藤田医科大学は7月6日、加熱殺菌したビフィズス菌が脳内の炎症を抑え、抗ストレス効果をもたらすことを発見したと発表した。この研究は、同大大学院保健学研究科レギュラトリーサイエンス分野の小菅愛加大学院生、國澤和生助教、毛利彰宏准教授らのグループと、同保健学研究科の齋藤邦明教授、鍋島俊隆客員教授の共同研究グループによるもの。研究成果は、「Brain, Behavior, and Immunity」オンライン版に掲載されている。
画像はリリースより
近年、腸内細菌が健康と密接に連関していることが明らかになっており、特に腸内細菌により制御される腸と脳が機能連関することを意味する「脳腸相関」が注目されている。ストレスを受けることで腸内細菌叢が変化し、脳内の免疫機能などに影響を与える、いわゆる「脳腸相関の乱れ」が、うつ病などの精神疾患の発症要因となる可能性も報告されている。
特に、代表的な善玉菌の一つであるビフィズス菌の減少がうつ病に関連することが知られており、これまでに生きたビフィズス菌が抗ストレス効果をもたらすことが報告されている。しかし、医薬品や幅広い製品に応用を検討する上で生きた菌だけでなく、殺菌されたビフィズス菌でも抗ストレス効果を有するのか検討することが、非常に重要な課題だった。

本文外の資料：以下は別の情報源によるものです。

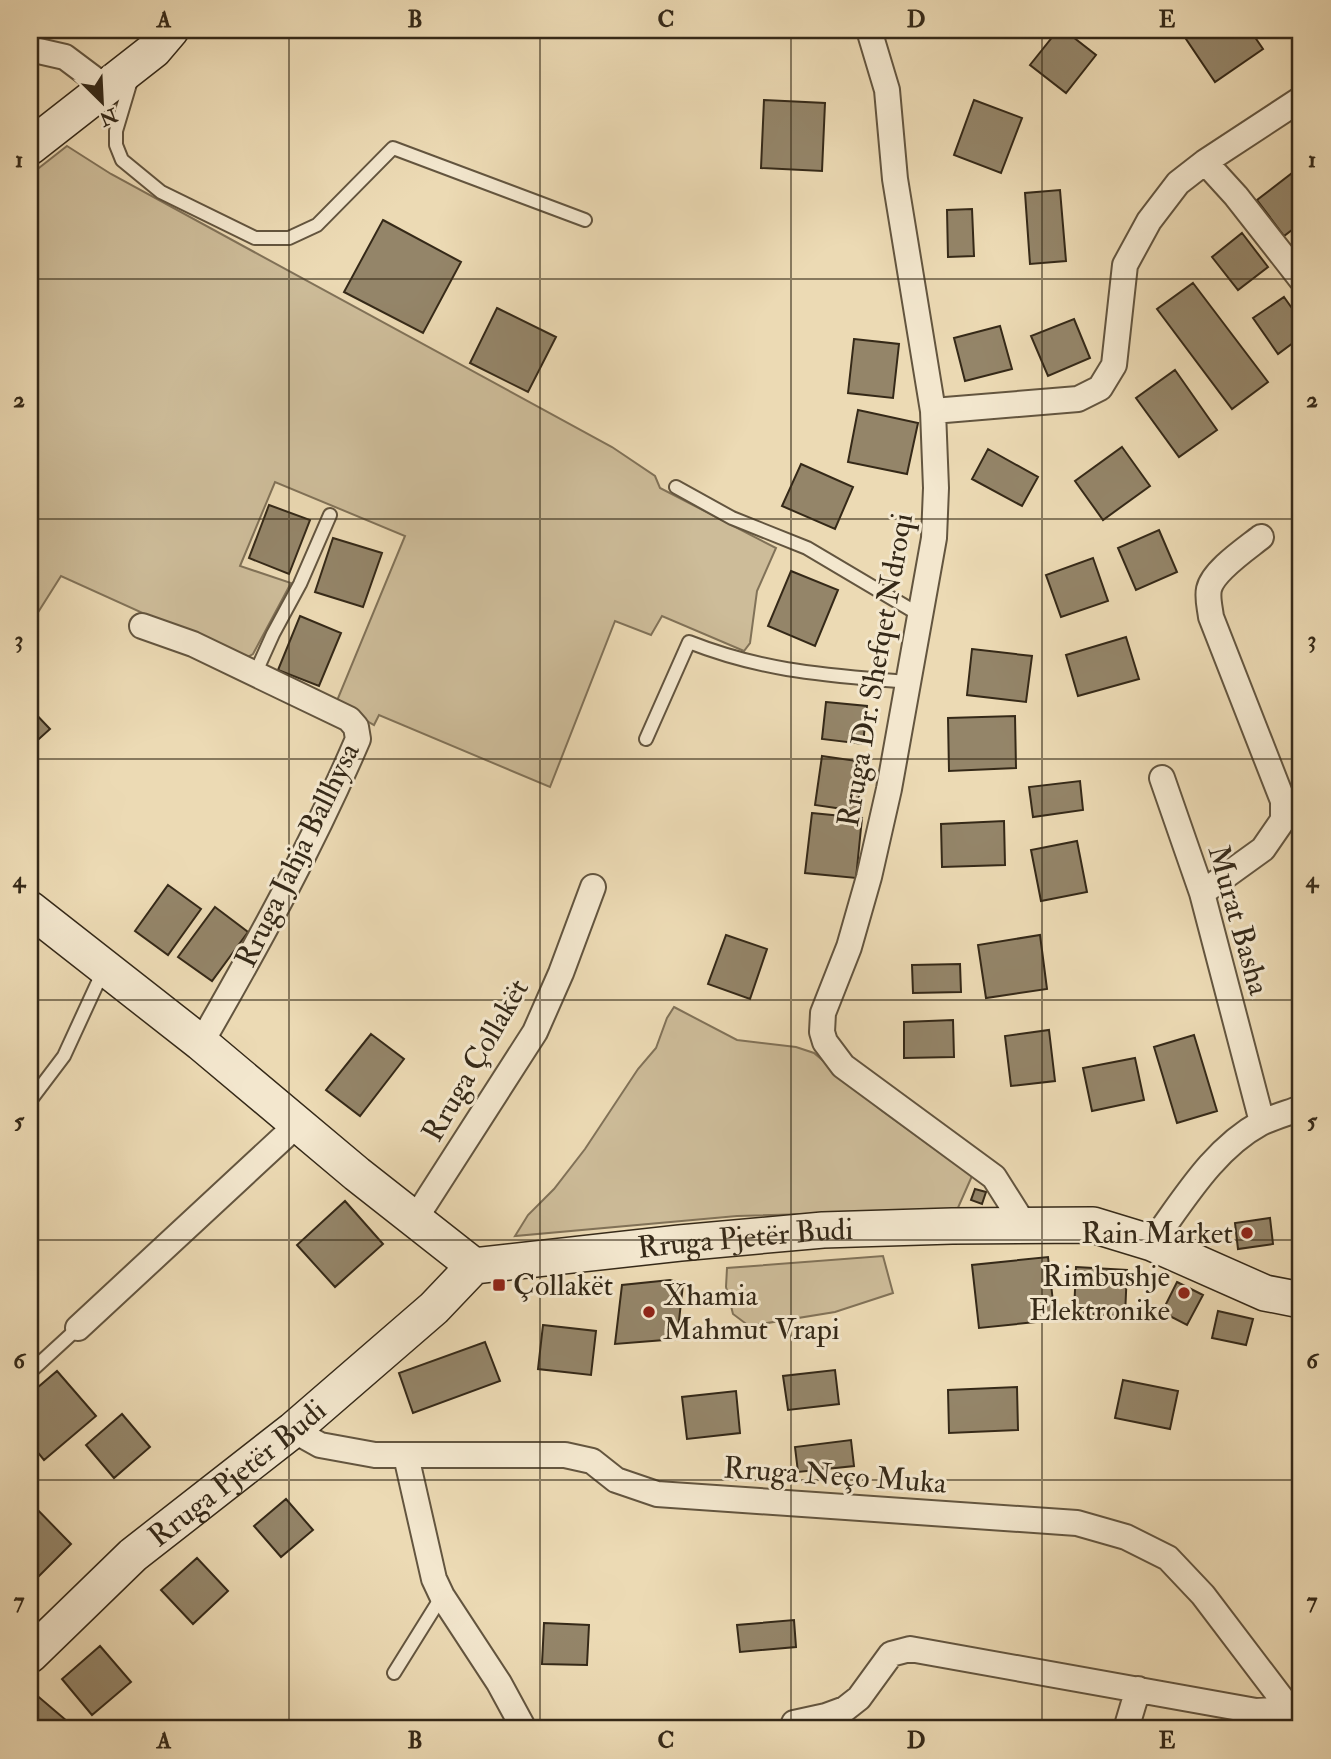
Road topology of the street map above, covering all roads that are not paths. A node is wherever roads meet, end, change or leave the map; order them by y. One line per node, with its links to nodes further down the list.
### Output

加熱殺菌したビフィズス菌を与えたマウスで、抑うつ関連行動異常が消失
研究グループは今回、加熱殺菌したビフィズス菌をあらかじめ与えたマウスに対しストレスを負荷することで、ビフィズス菌が抗ストレス効果を有するか検討した。同マウスではストレス負荷により生じる抑うつに関連した行動異常が認められなくなったことから、加熱殺菌したビフィズス菌でも抗ストレス効果を有することが明らかとなった。また、このマウス糞便中の腸内細菌叢を次世代シーケンサーで解析すると、ストレス負荷により生じた腸内細菌叢の乱れが大きく改善していることがわかったという。
腸内細菌叢は免疫機能と密接な関係があるため、加熱殺菌したビフィズス菌が脳内の免疫機能に与える影響も検討した結果、ビフィズス菌を与えたことにより脳内において代表的な炎症性サイトカインである「インターロイキン1β」が抑制されていることが明らかになった。ストレスにより増加するインターロイキン1βは、うつ病のリスク因子としても知られているため、ビフィズス菌が脳内のインターロイキン1βを抑制することで、うつ病の発症予防にもつながる可能性が考えられる。

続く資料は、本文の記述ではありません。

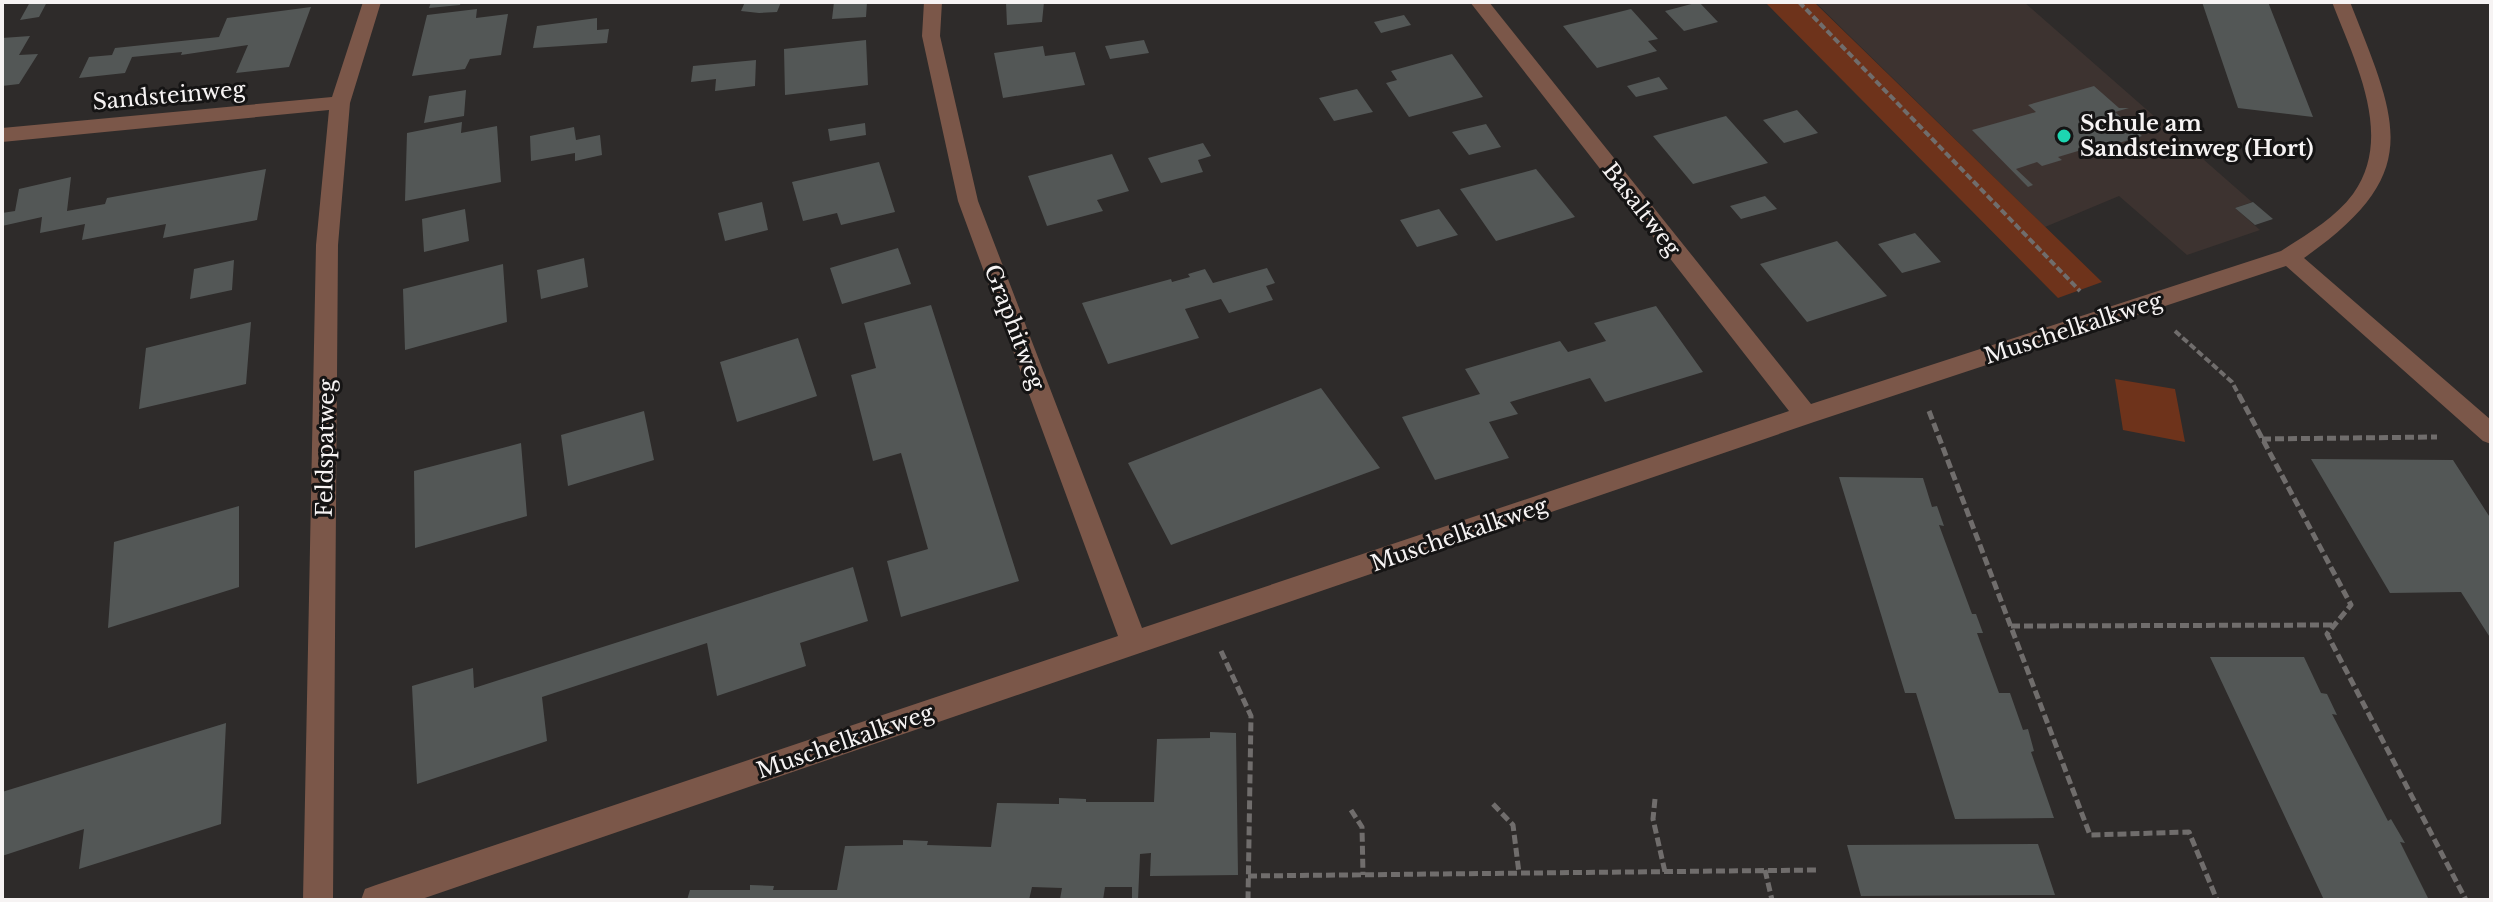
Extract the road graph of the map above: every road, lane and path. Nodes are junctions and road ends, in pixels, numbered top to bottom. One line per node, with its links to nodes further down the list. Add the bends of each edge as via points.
1 (372, 2): 6 (street, Feldspatweg)
2 (933, 2): 18 (street, Graphitweg, via 931,36 968,201)
3 (1479, 2): 12 (street, Basaltweg)
4 (1799, 2): 9 (path)
5 (2341, 2): 8 (street, Muschelkalkweg, via 2375,90 2383,120 2381,149 2375,178 2360,203)
6 (340, 103): 7 (street, Sandsteinweg); 29 (street, Feldspatweg, via 327,245)
7 (2, 135)
8 (2289, 257): 12 (street, Muschelkalkweg); 13 (street)
9 (2084, 295)
10 (2165, 322): 15 (path, via 2232,382)
11 (1926, 403): 17 (path)
12 (1806, 415): 18 (street, Muschelkalkweg)
13 (2491, 434)
14 (2447, 437): 15 (path)
15 (2262, 439): 16 (path, via 2351,605)
16 (2335, 625): 17 (path); 34 (path, via 2327,634)
17 (2011, 626): 33 (path, via 2090,835 2189,832)
18 (1134, 643): 30 (street, Muschelkalkweg)
19 (1219, 647): 28 (path, via 1251,716)
20 (1655, 799): 25 (path, via 1653,819)
21 (1493, 804): 26 (path, via 1513,825)
22 (1351, 810): 27 (path, via 1362,827)
23 (1765, 870): 24 (path); 25 (path); 32 (path)
24 (1817, 870)
25 (1665, 872): 26 (path)
26 (1519, 873): 27 (path)
27 (1363, 875): 28 (path)
28 (1248, 876): 31 (path)
29 (318, 900)
30 (376, 900)
31 (1248, 900)
32 (1772, 900)
33 (2217, 900)
34 (2466, 900)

加熱殺菌したビフィズス菌の抗ストレス効果、医薬品へ応用できる可能性も
現在、国内外問わずヨーグルトなどの発酵食品に生きた腸内細菌を含有した食品が広く普及している。しかし、生きた菌は保管温度など衛生管理上の考慮が必要で、活用できる製品が限定されていた。今回の研究では、加熱殺菌したビフィズス菌を与えても腸内細菌叢が変化し、脳内の炎症を抑えることで抗ストレス効果をもたらすことが明らかにされた。加熱殺菌した菌は衛生管理する上でも扱いやすいことから、非常に幅広い製品に応用できると考えられる。
「ストレス社会において、加熱殺菌したビフィズス菌の抗ストレス効果がうつ病の症状低減にもつながる可能性があり、医薬品への応用も考えられる」と、研究グループは述べている。